= Work to be completed =
Look through the listing below for the word "graph" and copy every line where it occurs.

= Source records =
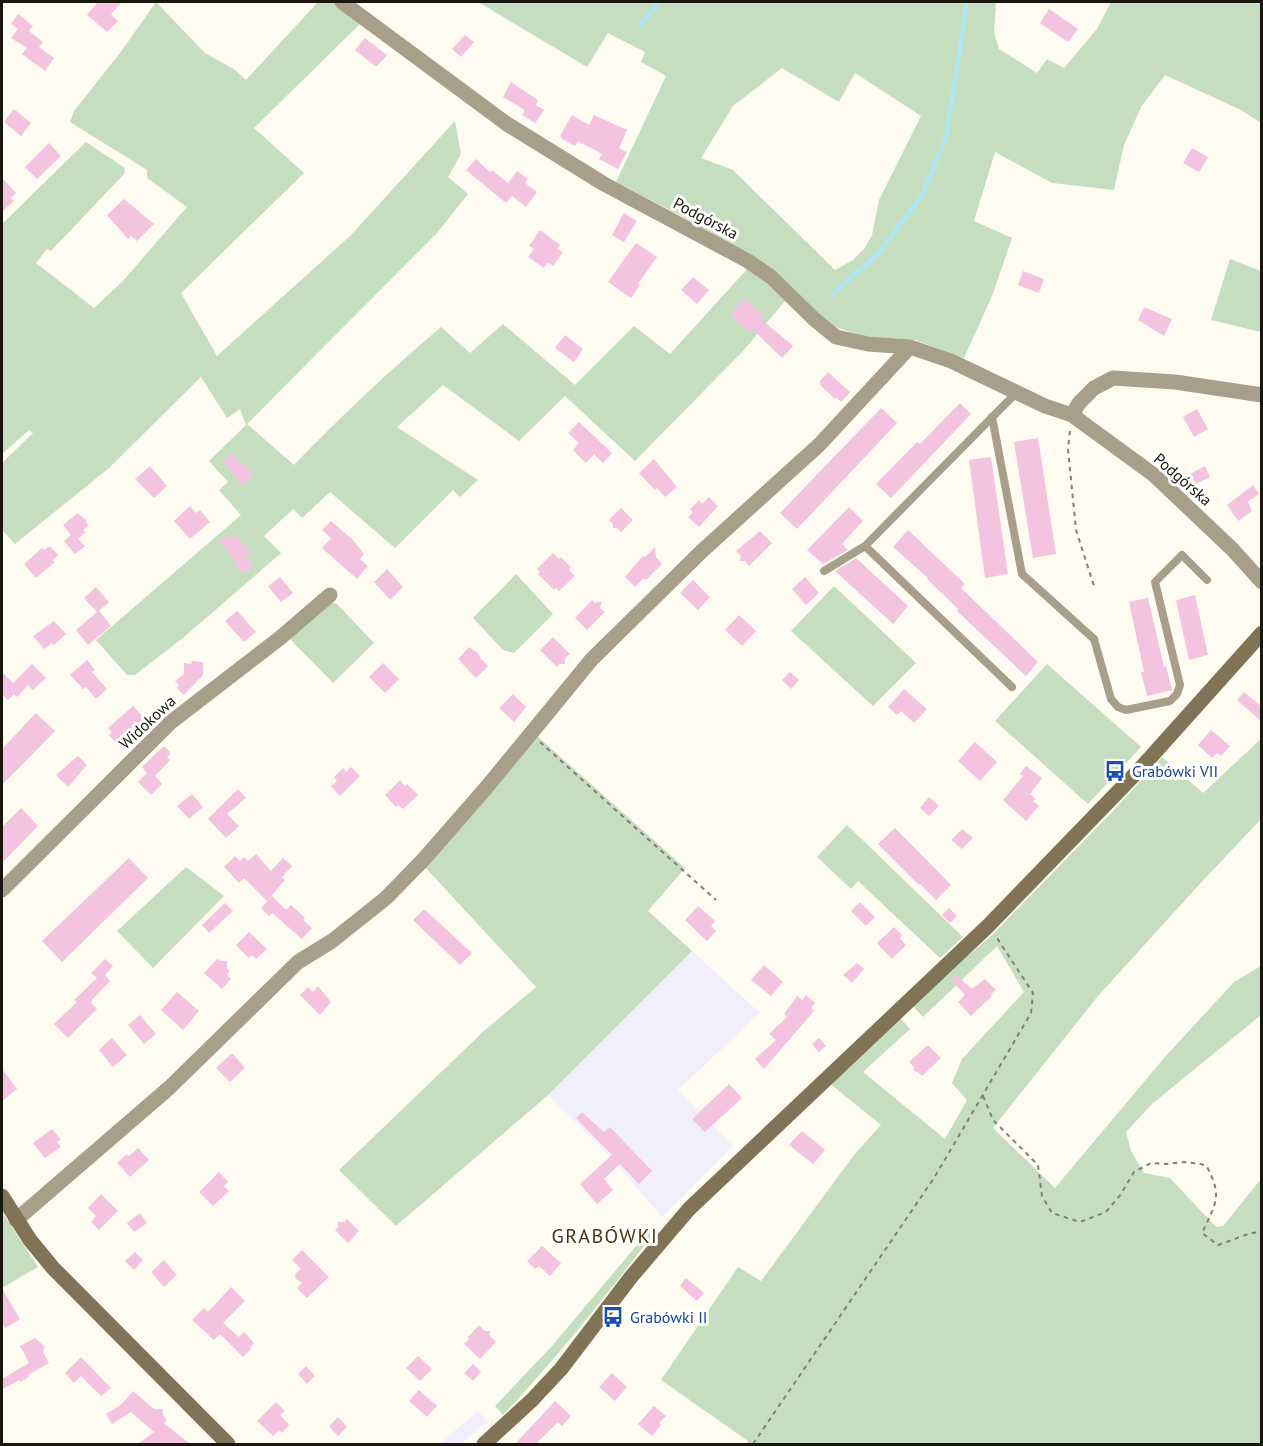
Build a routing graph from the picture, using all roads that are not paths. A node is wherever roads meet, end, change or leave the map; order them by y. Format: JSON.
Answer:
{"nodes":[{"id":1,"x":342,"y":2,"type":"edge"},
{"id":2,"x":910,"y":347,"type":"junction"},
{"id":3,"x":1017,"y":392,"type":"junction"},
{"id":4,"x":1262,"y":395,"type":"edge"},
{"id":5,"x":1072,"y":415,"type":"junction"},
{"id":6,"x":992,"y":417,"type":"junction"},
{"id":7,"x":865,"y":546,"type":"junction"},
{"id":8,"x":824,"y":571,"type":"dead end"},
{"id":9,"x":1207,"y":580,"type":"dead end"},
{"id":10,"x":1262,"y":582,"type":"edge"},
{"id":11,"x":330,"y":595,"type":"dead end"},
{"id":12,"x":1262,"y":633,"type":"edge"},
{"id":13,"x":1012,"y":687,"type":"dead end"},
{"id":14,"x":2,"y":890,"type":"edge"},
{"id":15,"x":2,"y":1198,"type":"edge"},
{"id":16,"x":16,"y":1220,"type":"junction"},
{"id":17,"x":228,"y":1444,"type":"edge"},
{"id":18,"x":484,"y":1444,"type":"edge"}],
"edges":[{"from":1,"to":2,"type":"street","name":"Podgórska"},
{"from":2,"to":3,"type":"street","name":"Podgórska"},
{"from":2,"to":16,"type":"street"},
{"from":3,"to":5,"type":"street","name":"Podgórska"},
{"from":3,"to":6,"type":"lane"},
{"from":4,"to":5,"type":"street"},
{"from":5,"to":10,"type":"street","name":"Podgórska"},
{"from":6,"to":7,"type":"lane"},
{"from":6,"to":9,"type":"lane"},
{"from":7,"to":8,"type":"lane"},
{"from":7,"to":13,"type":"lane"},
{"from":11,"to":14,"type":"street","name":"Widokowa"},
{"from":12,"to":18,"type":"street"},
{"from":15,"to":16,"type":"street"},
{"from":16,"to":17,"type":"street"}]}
---
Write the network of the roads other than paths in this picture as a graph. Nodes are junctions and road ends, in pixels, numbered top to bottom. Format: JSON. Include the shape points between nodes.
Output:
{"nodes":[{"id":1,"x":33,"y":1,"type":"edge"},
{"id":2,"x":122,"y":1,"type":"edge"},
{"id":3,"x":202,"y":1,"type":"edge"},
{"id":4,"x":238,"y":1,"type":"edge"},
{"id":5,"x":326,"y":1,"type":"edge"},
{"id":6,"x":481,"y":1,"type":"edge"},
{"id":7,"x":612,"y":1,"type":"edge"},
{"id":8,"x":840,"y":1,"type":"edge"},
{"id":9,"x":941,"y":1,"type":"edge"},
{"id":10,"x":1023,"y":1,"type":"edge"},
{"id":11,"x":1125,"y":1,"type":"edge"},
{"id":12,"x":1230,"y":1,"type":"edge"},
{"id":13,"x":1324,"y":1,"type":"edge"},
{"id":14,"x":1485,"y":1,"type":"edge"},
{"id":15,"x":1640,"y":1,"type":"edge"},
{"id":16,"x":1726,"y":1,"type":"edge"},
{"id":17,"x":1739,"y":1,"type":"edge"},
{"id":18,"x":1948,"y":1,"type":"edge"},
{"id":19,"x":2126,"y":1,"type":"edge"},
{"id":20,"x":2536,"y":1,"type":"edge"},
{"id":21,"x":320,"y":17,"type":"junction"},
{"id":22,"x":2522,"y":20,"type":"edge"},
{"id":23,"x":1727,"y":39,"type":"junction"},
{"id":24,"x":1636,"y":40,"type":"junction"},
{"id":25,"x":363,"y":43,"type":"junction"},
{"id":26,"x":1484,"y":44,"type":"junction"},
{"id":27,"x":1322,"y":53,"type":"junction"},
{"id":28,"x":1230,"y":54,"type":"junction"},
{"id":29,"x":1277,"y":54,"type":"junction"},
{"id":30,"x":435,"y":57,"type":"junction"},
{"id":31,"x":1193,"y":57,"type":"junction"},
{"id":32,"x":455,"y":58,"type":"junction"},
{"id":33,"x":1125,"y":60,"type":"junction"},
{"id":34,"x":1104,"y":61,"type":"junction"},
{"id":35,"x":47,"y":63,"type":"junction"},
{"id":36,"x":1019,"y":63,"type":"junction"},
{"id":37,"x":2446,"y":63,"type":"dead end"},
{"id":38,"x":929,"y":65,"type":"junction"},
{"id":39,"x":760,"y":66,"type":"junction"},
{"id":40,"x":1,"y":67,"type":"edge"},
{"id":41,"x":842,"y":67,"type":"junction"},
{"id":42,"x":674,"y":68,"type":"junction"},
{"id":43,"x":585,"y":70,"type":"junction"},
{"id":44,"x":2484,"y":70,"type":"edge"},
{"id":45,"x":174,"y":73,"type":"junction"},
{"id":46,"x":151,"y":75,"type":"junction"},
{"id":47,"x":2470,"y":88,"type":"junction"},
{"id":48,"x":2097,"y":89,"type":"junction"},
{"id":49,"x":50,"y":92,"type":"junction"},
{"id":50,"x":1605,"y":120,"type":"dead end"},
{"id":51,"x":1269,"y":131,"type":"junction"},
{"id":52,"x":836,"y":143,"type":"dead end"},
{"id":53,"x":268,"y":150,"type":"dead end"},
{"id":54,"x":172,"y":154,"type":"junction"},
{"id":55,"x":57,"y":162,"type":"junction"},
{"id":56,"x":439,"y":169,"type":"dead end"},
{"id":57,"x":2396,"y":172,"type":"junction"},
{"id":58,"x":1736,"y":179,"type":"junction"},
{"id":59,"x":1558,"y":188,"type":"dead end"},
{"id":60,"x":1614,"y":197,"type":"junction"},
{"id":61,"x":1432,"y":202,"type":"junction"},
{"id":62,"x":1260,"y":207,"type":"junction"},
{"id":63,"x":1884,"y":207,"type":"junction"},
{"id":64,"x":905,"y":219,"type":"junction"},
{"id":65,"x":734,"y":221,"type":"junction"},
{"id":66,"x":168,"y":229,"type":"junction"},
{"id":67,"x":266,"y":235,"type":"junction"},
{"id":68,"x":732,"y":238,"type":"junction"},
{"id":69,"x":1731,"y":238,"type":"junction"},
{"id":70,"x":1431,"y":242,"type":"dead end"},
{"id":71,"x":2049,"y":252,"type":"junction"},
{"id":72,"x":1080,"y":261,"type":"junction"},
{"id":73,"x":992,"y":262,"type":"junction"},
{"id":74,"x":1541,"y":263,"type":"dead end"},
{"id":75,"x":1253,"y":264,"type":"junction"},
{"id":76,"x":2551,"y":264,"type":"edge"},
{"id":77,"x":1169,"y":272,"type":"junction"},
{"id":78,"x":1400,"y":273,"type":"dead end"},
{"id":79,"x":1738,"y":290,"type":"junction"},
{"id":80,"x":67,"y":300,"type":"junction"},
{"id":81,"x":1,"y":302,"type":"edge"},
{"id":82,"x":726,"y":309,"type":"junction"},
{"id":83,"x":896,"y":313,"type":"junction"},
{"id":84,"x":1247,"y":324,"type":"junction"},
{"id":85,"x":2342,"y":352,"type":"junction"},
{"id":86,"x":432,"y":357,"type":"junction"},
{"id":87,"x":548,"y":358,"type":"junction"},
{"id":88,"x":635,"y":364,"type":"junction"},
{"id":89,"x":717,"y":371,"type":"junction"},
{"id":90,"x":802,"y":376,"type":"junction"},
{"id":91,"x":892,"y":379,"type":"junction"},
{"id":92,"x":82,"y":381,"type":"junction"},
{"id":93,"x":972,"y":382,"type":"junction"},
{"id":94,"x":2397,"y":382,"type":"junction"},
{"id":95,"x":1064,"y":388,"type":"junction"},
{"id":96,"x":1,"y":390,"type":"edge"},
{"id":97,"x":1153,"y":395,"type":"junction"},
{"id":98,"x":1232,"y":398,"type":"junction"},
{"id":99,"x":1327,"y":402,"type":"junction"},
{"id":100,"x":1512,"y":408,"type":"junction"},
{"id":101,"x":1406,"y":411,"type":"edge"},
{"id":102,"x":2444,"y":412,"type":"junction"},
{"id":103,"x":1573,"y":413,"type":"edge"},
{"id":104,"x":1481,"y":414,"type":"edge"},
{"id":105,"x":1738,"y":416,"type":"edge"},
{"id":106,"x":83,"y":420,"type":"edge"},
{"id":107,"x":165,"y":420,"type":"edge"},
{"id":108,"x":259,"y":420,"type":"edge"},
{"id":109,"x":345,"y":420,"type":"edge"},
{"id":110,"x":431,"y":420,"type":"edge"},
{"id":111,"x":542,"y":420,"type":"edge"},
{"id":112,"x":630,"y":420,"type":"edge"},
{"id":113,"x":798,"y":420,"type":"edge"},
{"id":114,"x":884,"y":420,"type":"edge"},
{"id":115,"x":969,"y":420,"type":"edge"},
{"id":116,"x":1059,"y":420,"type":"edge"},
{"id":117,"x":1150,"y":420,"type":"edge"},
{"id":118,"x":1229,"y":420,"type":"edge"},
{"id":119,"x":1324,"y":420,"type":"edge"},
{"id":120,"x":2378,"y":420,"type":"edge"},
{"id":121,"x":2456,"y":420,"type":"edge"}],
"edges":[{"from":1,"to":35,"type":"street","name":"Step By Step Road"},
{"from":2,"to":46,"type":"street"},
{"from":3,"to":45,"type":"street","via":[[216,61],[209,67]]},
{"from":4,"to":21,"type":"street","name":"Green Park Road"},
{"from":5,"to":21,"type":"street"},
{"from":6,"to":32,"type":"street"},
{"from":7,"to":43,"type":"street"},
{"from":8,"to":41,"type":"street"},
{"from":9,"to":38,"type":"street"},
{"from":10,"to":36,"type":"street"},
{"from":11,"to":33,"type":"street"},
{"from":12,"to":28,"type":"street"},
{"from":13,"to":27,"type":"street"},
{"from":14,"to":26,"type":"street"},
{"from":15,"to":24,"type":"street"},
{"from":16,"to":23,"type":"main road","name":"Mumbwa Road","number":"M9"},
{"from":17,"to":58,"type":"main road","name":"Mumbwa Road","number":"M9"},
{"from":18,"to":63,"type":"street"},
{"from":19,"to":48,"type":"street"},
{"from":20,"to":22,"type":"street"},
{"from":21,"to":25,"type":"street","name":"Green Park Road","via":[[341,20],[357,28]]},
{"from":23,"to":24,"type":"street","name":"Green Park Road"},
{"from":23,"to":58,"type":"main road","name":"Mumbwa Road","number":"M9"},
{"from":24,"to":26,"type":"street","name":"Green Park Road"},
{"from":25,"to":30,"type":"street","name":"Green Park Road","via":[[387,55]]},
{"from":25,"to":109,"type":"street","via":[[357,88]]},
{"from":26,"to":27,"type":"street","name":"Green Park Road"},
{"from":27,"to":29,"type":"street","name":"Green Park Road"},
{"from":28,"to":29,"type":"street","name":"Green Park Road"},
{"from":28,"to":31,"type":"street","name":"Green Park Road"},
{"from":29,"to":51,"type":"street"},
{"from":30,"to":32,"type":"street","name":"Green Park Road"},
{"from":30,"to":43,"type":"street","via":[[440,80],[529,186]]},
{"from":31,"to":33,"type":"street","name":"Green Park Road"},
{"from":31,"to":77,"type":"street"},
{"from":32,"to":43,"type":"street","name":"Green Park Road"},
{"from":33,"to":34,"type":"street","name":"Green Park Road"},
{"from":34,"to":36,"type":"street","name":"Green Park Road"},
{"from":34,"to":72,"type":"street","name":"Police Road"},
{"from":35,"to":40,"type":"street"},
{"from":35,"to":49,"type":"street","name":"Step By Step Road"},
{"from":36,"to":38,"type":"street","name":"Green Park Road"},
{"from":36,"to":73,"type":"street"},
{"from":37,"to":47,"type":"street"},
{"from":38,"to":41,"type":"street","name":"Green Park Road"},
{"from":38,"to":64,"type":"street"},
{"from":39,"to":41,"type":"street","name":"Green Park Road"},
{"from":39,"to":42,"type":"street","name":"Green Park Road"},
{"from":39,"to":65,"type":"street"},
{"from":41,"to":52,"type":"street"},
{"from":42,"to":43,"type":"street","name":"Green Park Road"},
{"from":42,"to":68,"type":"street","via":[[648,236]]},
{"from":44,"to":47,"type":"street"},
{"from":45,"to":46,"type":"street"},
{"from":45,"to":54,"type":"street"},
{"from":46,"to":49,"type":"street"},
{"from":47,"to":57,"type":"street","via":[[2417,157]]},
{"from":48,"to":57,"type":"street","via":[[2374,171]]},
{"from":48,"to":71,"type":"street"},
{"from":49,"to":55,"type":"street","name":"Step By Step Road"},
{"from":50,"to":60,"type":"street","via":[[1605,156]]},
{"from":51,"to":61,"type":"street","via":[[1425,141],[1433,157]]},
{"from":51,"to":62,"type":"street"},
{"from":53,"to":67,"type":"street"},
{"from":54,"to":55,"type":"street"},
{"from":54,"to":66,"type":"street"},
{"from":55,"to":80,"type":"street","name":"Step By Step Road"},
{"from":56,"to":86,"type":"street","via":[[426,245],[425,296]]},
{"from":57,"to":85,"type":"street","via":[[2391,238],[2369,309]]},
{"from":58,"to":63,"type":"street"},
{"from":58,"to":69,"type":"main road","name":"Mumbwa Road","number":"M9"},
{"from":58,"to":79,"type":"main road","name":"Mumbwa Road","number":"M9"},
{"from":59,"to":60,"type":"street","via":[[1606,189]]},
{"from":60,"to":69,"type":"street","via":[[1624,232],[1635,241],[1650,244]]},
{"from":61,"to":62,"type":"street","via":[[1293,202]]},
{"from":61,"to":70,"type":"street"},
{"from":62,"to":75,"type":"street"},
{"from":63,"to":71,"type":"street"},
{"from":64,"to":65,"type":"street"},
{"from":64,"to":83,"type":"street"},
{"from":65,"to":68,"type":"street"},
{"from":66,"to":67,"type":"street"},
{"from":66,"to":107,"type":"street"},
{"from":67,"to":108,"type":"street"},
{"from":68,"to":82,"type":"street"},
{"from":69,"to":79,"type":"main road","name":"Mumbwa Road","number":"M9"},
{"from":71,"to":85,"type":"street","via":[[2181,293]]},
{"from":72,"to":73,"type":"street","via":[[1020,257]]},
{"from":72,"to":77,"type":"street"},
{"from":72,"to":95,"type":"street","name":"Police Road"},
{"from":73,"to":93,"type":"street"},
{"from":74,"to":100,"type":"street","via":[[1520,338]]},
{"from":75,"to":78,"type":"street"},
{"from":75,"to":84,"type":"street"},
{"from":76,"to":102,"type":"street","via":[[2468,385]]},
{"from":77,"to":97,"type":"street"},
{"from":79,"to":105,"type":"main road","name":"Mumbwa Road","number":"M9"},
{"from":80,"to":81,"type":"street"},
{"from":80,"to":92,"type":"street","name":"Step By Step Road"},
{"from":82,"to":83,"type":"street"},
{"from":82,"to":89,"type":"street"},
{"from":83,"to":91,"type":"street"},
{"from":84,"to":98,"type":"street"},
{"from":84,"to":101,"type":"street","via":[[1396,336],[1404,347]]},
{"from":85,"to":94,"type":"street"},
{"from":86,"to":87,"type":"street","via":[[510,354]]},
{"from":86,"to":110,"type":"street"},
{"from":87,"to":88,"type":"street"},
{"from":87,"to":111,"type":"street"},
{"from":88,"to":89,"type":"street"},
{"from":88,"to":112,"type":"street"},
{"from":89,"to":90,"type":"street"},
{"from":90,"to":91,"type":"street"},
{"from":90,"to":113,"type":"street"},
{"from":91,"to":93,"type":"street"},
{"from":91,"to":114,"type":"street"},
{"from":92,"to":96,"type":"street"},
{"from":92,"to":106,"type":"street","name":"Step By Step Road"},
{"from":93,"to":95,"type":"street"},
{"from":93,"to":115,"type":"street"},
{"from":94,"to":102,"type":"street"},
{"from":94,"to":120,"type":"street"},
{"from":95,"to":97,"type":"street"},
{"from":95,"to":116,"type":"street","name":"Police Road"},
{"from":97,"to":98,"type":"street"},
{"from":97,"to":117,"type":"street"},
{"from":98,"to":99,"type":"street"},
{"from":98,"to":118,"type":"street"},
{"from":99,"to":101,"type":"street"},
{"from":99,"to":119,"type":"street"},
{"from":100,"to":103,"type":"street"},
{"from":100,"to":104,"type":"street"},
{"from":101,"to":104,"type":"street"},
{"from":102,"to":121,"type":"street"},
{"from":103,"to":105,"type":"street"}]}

= Final answer =
Build a routing graph from the picture, using all roads that are not paths. A node is wherever roads meet, end, change or leave the map; order them by y. Format: JSON.
Write the network of the roads other than paths in this picture as a graph. Nodes are junctions and road ends, in pixels, numbered top to bottom. Format: JSON. Include the shape points between nodes.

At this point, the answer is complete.